Corticosteroid Injections
An injection of corticosteroid near the compressed nerve can reduce inflammation and provide pain relief. However, the relief tends to be temporary. A meta-analysis published in the Journal of Neurosurgery found that only about 22% of patients treated with injections achieved complete pain relief, and 81% eventually needed a follow-up procedure. Complication rates were low (0% to 5%), comparable to surgical options.
Injections work best as a bridge: they can confirm the diagnosis (if the injection relieves your symptoms, the nerve has been correctly identified), buy time for weight loss or other lifestyle changes to take effect, or provide short-term relief while you decide on next steps. They’re not a reliable long-term solution on their own.

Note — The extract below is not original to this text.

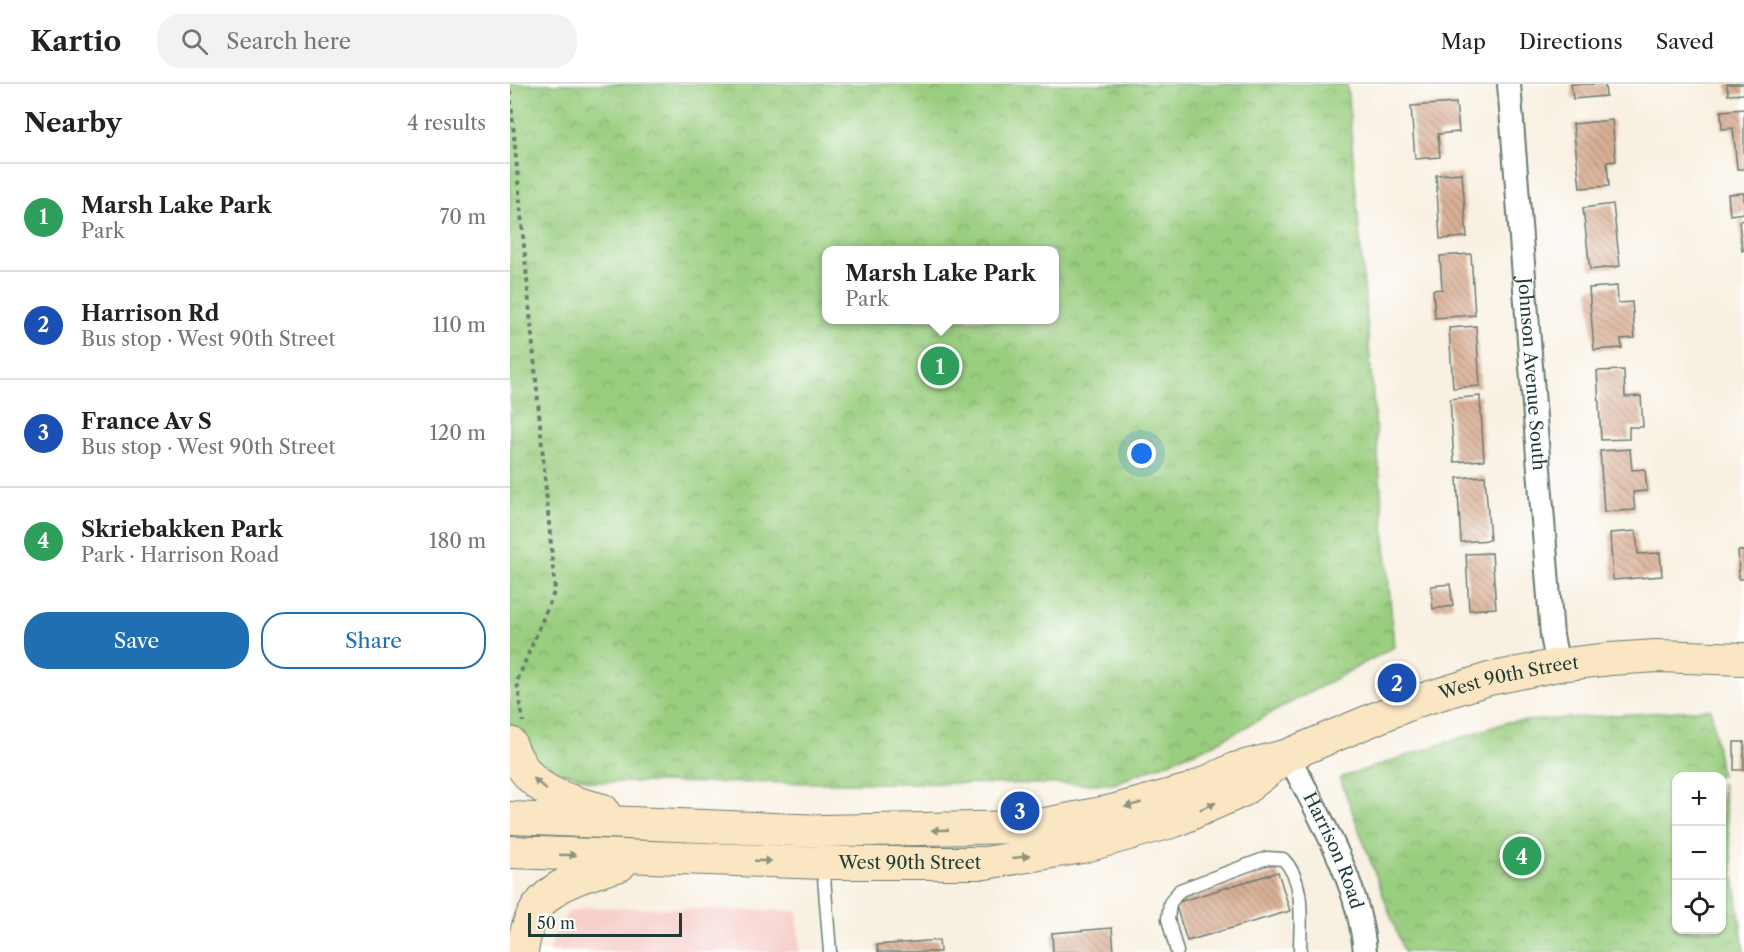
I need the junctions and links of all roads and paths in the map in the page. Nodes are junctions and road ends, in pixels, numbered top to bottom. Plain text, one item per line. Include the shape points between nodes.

When Surgery Becomes an Option
Surgery is reserved for people whose symptoms persist despite months of conservative treatment. There are two main procedures, and they produce quite different outcomes.

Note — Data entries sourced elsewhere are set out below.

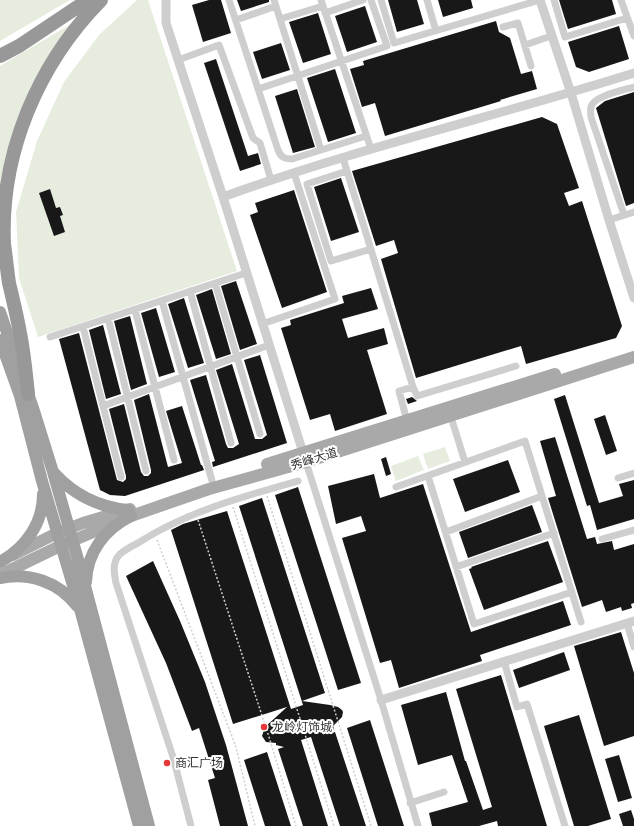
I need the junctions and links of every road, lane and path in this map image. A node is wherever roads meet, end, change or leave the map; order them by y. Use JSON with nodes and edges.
{"nodes":[{"id":1,"x":80,"y":0,"type":"edge"},
{"id":2,"x":88,"y":0,"type":"edge"},
{"id":3,"x":100,"y":0,"type":"edge"},
{"id":4,"x":166,"y":0,"type":"edge"},
{"id":5,"x":229,"y":0,"type":"edge"},
{"id":6,"x":363,"y":0,"type":"edge"},
{"id":7,"x":371,"y":0,"type":"edge"},
{"id":8,"x":381,"y":0,"type":"edge"},
{"id":9,"x":427,"y":0,"type":"edge"},
{"id":10,"x":540,"y":0,"type":"edge"},
{"id":11,"x":554,"y":0,"type":"edge"},
{"id":12,"x":621,"y":0,"type":"edge"},
{"id":13,"x":275,"y":3,"type":"edge"},
{"id":14,"x":323,"y":6,"type":"edge"},
{"id":15,"x":627,"y":18,"type":"junction"},
{"id":16,"x":280,"y":19,"type":"junction"},
{"id":17,"x":236,"y":20,"type":"junction"},
{"id":18,"x":503,"y":27,"type":"dead end"},
{"id":19,"x":632,"y":28,"type":"edge"},
{"id":20,"x":436,"y":31,"type":"junction"},
{"id":21,"x":551,"y":36,"type":"junction"},
{"id":22,"x":634,"y":36,"type":"edge"},
{"id":23,"x":524,"y":45,"type":"junction"},
{"id":24,"x":0,"y":50,"type":"edge"},
{"id":25,"x":0,"y":56,"type":"edge"},
{"id":26,"x":178,"y":60,"type":"junction"},
{"id":27,"x":342,"y":61,"type":"junction"},
{"id":28,"x":531,"y":66,"type":"dead end"},
{"id":29,"x":634,"y":73,"type":"edge"},
{"id":30,"x":298,"y":76,"type":"junction"},
{"id":31,"x":634,"y":87,"type":"edge"},
{"id":32,"x":258,"y":89,"type":"junction"},
{"id":33,"x":571,"y":93,"type":"junction"},
{"id":34,"x":366,"y":136,"type":"junction"},
{"id":35,"x":371,"y":149,"type":"junction"},
{"id":36,"x":321,"y":150,"type":"junction"},
{"id":37,"x":343,"y":158,"type":"junction"},
{"id":38,"x":347,"y":171,"type":"junction"},
{"id":39,"x":294,"y":173,"type":"junction"},
{"id":40,"x":271,"y":180,"type":"junction"},
{"id":41,"x":223,"y":198,"type":"junction"},
{"id":42,"x":634,"y":212,"type":"edge"},
{"id":43,"x":624,"y":216,"type":"junction"},
{"id":44,"x":608,"y":220,"type":"junction"},
{"id":45,"x":371,"y":249,"type":"junction"},
{"id":46,"x":246,"y":273,"type":"junction"},
{"id":47,"x":215,"y":283,"type":"junction"},
{"id":48,"x":190,"y":292,"type":"junction"},
{"id":49,"x":634,"y":298,"type":"edge"},
{"id":50,"x":162,"y":301,"type":"junction"},
{"id":51,"x":135,"y":310,"type":"junction"},
{"id":52,"x":0,"y":312,"type":"edge"},
{"id":53,"x":108,"y":318,"type":"junction"},
{"id":54,"x":262,"y":324,"type":"junction"},
{"id":55,"x":83,"y":326,"type":"junction"},
{"id":56,"x":50,"y":337,"type":"dead end"},
{"id":57,"x":0,"y":340,"type":"edge"},
{"id":58,"x":269,"y":345,"type":"junction"},
{"id":59,"x":634,"y":349,"type":"edge"},
{"id":60,"x":237,"y":357,"type":"junction"},
{"id":61,"x":634,"y":357,"type":"edge"},
{"id":62,"x":516,"y":366,"type":"dead end"},
{"id":63,"x":210,"y":367,"type":"junction"},
{"id":64,"x":183,"y":377,"type":"junction"},
{"id":65,"x":155,"y":387,"type":"junction"},
{"id":66,"x":413,"y":387,"type":"junction"},
{"id":67,"x":28,"y":394,"type":"junction"},
{"id":68,"x":127,"y":397,"type":"junction"},
{"id":69,"x":103,"y":406,"type":"junction"},
{"id":70,"x":451,"y":417,"type":"junction"},
{"id":71,"x":407,"y":421,"type":"junction"},
{"id":72,"x":260,"y":434,"type":"dead end"},
{"id":73,"x":231,"y":443,"type":"dead end"},
{"id":74,"x":305,"y":458,"type":"junction"},
{"id":75,"x":174,"y":460,"type":"dead end"},
{"id":76,"x":465,"y":462,"type":"junction"},
{"id":77,"x":146,"y":471,"type":"dead end"},
{"id":78,"x":53,"y":472,"type":"junction"},
{"id":79,"x":634,"y":473,"type":"edge"},
{"id":80,"x":428,"y":476,"type":"junction"},
{"id":81,"x":121,"y":477,"type":"dead end"},
{"id":82,"x":618,"y":478,"type":"dead end"},
{"id":83,"x":42,"y":481,"type":"junction"},
{"id":84,"x":212,"y":481,"type":"junction"},
{"id":85,"x":298,"y":481,"type":"dead end"},
{"id":86,"x":396,"y":487,"type":"dead end"},
{"id":87,"x":265,"y":490,"type":"junction"},
{"id":88,"x":542,"y":496,"type":"junction"},
{"id":89,"x":231,"y":501,"type":"junction"},
{"id":90,"x":130,"y":513,"type":"junction"},
{"id":91,"x":196,"y":514,"type":"junction"},
{"id":92,"x":634,"y":530,"type":"edge"},
{"id":93,"x":154,"y":532,"type":"junction"},
{"id":94,"x":446,"y":532,"type":"junction"},
{"id":95,"x":57,"y":533,"type":"junction"},
{"id":96,"x":554,"y":533,"type":"junction"},
{"id":97,"x":71,"y":535,"type":"junction"},
{"id":98,"x":602,"y":539,"type":"dead end"},
{"id":99,"x":60,"y":546,"type":"junction"},
{"id":100,"x":0,"y":562,"type":"edge"},
{"id":101,"x":456,"y":567,"type":"junction"},
{"id":102,"x":0,"y":576,"type":"edge"},
{"id":103,"x":572,"y":592,"type":"junction"},
{"id":104,"x":85,"y":607,"type":"junction"},
{"id":105,"x":581,"y":622,"type":"dead end"},
{"id":106,"x":630,"y":622,"type":"edge"},
{"id":107,"x":634,"y":647,"type":"edge"},
{"id":108,"x":504,"y":662,"type":"junction"},
{"id":109,"x":381,"y":700,"type":"junction"},
{"id":110,"x":444,"y":792,"type":"dead end"},
{"id":111,"x":410,"y":803,"type":"junction"},
{"id":112,"x":139,"y":826,"type":"edge"},
{"id":113,"x":149,"y":826,"type":"edge"},
{"id":114,"x":192,"y":826,"type":"edge"},
{"id":115,"x":255,"y":826,"type":"edge"},
{"id":116,"x":296,"y":826,"type":"edge"},
{"id":117,"x":334,"y":826,"type":"edge"},
{"id":118,"x":371,"y":826,"type":"edge"},
{"id":119,"x":418,"y":826,"type":"edge"},
{"id":120,"x":565,"y":826,"type":"edge"}],
"edges":[{"from":1,"to":24,"type":"highway"},
{"from":2,"to":25,"type":"highway"},
{"from":3,"to":67,"type":"highway"},
{"from":4,"to":26,"type":"street"},
{"from":5,"to":17,"type":"street"},
{"from":6,"to":14,"type":"street"},
{"from":7,"to":27,"type":"street"},
{"from":8,"to":20,"type":"street"},
{"from":9,"to":20,"type":"street"},
{"from":10,"to":20,"type":"street"},
{"from":10,"to":21,"type":"street"},
{"from":11,"to":15,"type":"street"},
{"from":12,"to":15,"type":"street"},
{"from":13,"to":16,"type":"street"},
{"from":13,"to":17,"type":"street"},
{"from":14,"to":16,"type":"street"},
{"from":14,"to":27,"type":"street"},
{"from":15,"to":19,"type":"street"},
{"from":16,"to":30,"type":"street"},
{"from":17,"to":32,"type":"street"},
{"from":18,"to":23,"type":"street"},
{"from":19,"to":22,"type":"street"},
{"from":21,"to":23,"type":"street"},
{"from":21,"to":33,"type":"street"},
{"from":23,"to":28,"type":"street"},
{"from":26,"to":40,"type":"street"},
{"from":26,"to":41,"type":"street"},
{"from":27,"to":30,"type":"street"},
{"from":27,"to":34,"type":"street"},
{"from":29,"to":33,"type":"street"},
{"from":30,"to":32,"type":"street"},
{"from":30,"to":36,"type":"street"},
{"from":31,"to":43,"type":"street"},
{"from":32,"to":36,"type":"street"},
{"from":33,"to":35,"type":"street"},
{"from":33,"to":44,"type":"street"},
{"from":34,"to":35,"type":"street"},
{"from":34,"to":36,"type":"street"},
{"from":35,"to":37,"type":"street"},
{"from":37,"to":38,"type":"street"},
{"from":37,"to":39,"type":"street"},
{"from":38,"to":45,"type":"street"},
{"from":38,"to":45,"type":"street"},
{"from":39,"to":40,"type":"street"},
{"from":39,"to":54,"type":"street"},
{"from":40,"to":41,"type":"street"},
{"from":41,"to":46,"type":"street"},
{"from":42,"to":43,"type":"street"},
{"from":43,"to":44,"type":"street"},
{"from":44,"to":49,"type":"street"},
{"from":45,"to":66,"type":"street"},
{"from":46,"to":47,"type":"street"},
{"from":46,"to":54,"type":"street"},
{"from":47,"to":48,"type":"street"},
{"from":47,"to":60,"type":"street"},
{"from":48,"to":50,"type":"street"},
{"from":48,"to":63,"type":"street"},
{"from":50,"to":51,"type":"street"},
{"from":50,"to":64,"type":"street"},
{"from":51,"to":53,"type":"street"},
{"from":51,"to":65,"type":"street"},
{"from":52,"to":67,"type":"highway"},
{"from":53,"to":55,"type":"street"},
{"from":53,"to":68,"type":"street"},
{"from":54,"to":58,"type":"street"},
{"from":55,"to":56,"type":"street"},
{"from":55,"to":69,"type":"street"},
{"from":57,"to":83,"type":"highway"},
{"from":58,"to":60,"type":"street"},
{"from":58,"to":74,"type":"street"},
{"from":59,"to":71,"type":"main road","name":"秀峰大道"},
{"from":60,"to":63,"type":"street"},
{"from":60,"to":72,"type":"street"},
{"from":61,"to":70,"type":"main road","name":"秀峰大道"},
{"from":62,"to":66,"type":"street"},
{"from":63,"to":64,"type":"street"},
{"from":63,"to":73,"type":"street"},
{"from":64,"to":65,"type":"street"},
{"from":64,"to":84,"type":"street"},
{"from":65,"to":68,"type":"street"},
{"from":65,"to":75,"type":"street"},
{"from":66,"to":71,"type":"street"},
{"from":67,"to":78,"type":"highway"},
{"from":68,"to":69,"type":"street"},
{"from":68,"to":77,"type":"street"},
{"from":69,"to":81,"type":"street"},
{"from":70,"to":74,"type":"main road","name":"秀峰大道"},
{"from":70,"to":76,"type":"street"},
{"from":71,"to":74,"type":"main road","name":"秀峰大道"},
{"from":74,"to":84,"type":"main road","name":"秀峰大道"},
{"from":74,"to":90,"type":"main road","name":"秀峰大道"},
{"from":74,"to":109,"type":"street"},
{"from":76,"to":80,"type":"street"},
{"from":76,"to":88,"type":"street"},
{"from":78,"to":90,"type":"highway"},
{"from":78,"to":97,"type":"highway"},
{"from":79,"to":82,"type":"street"},
{"from":80,"to":86,"type":"street"},
{"from":80,"to":94,"type":"street"},
{"from":83,"to":95,"type":"highway"},
{"from":83,"to":100,"type":"highway"},
{"from":84,"to":90,"type":"main road","name":"秀峰大道"},
{"from":85,"to":87,"type":"street"},
{"from":87,"to":89,"type":"street"},
{"from":87,"to":118,"type":"path"},
{"from":88,"to":94,"type":"street"},
{"from":88,"to":96,"type":"street"},
{"from":89,"to":91,"type":"street"},
{"from":89,"to":117,"type":"path"},
{"from":90,"to":97,"type":"main road","name":"秀峰大道"},
{"from":90,"to":104,"type":"highway"},
{"from":91,"to":93,"type":"street"},
{"from":91,"to":116,"type":"path"},
{"from":92,"to":98,"type":"street"},
{"from":93,"to":114,"type":"street"},
{"from":93,"to":115,"type":"path"},
{"from":94,"to":101,"type":"street"},
{"from":95,"to":97,"type":"main road","name":"秀峰大道"},
{"from":95,"to":99,"type":"highway"},
{"from":95,"to":100,"type":"main road","name":"秀峰大道"},
{"from":96,"to":101,"type":"street"},
{"from":96,"to":103,"type":"street"},
{"from":97,"to":99,"type":"main road","name":"秀峰大道"},
{"from":97,"to":104,"type":"highway"},
{"from":99,"to":102,"type":"main road","name":"秀峰大道"},
{"from":99,"to":104,"type":"highway"},
{"from":101,"to":103,"type":"street"},
{"from":102,"to":104,"type":"highway"},
{"from":103,"to":105,"type":"street"},
{"from":104,"to":112,"type":"highway"},
{"from":104,"to":113,"type":"highway"},
{"from":106,"to":107,"type":"street"},
{"from":106,"to":108,"type":"street"},
{"from":108,"to":109,"type":"street"},
{"from":108,"to":120,"type":"street"},
{"from":109,"to":111,"type":"street"},
{"from":110,"to":111,"type":"street"},
{"from":111,"to":119,"type":"street"}]}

Neurolysis (nerve decompression) frees the nerve from whatever is compressing it, usually by releasing tight tissue around the inguinal ligament. In one surgical series, 87% of patients who underwent neurolysis fully improved, with another 6% getting pain relief but still experiencing some tingling. A broader meta-analysis found a 63% rate of complete pain relief. About 12% of patients need a revision procedure afterward. The advantage is that sensation in the outer thigh is preserved.
Neurectomy (nerve removal) cuts the nerve entirely. This has a higher success rate for pain relief, with meta-analysis data showing 85% of patients achieving complete relief and virtually no one needing revision surgery. The tradeoff is permanent numbness on the outer thigh, since the nerve that provides sensation to that area is gone. For most people, trading burning pain for a painless numb patch is a worthwhile exchange, but it’s a permanent change.
Complications from either surgery are rare, occurring in fewer than 4% of cases, and tend to be minor (a groin bruise or, uncommonly, an inguinal hernia months later). Neurectomy is generally considered a second-line surgical option, best suited for cases where neurolysis has already failed or the nerve has been severely damaged by a prior surgery or injury.
What Affects Your Recovery
Several factors influence how quickly you improve. If the compression is caused by something you can change, like a tight belt or recent weight gain, removing that cause often leads to steady improvement over weeks to a couple of months. If diabetes is contributing (and people with meralgia paresthetica are twice as likely to develop diabetes as the general population), getting blood sugar under better control may help the nerve heal more effectively, since high blood sugar impairs nerve repair.
Pregnancy-related cases almost always resolve on their own after delivery as abdominal pressure decreases. Cases triggered by a specific event, like a surgery that damaged the nerve in the groin area, tend to be more stubborn and are more likely to eventually need a surgical fix.
The general treatment ladder moves from lifestyle modifications and stretching, to medications, to injections, to surgery. Most people never need to go past the first two steps. If your symptoms have been present for less than a few months, conservative measures deserve a serious trial before considering anything more invasive.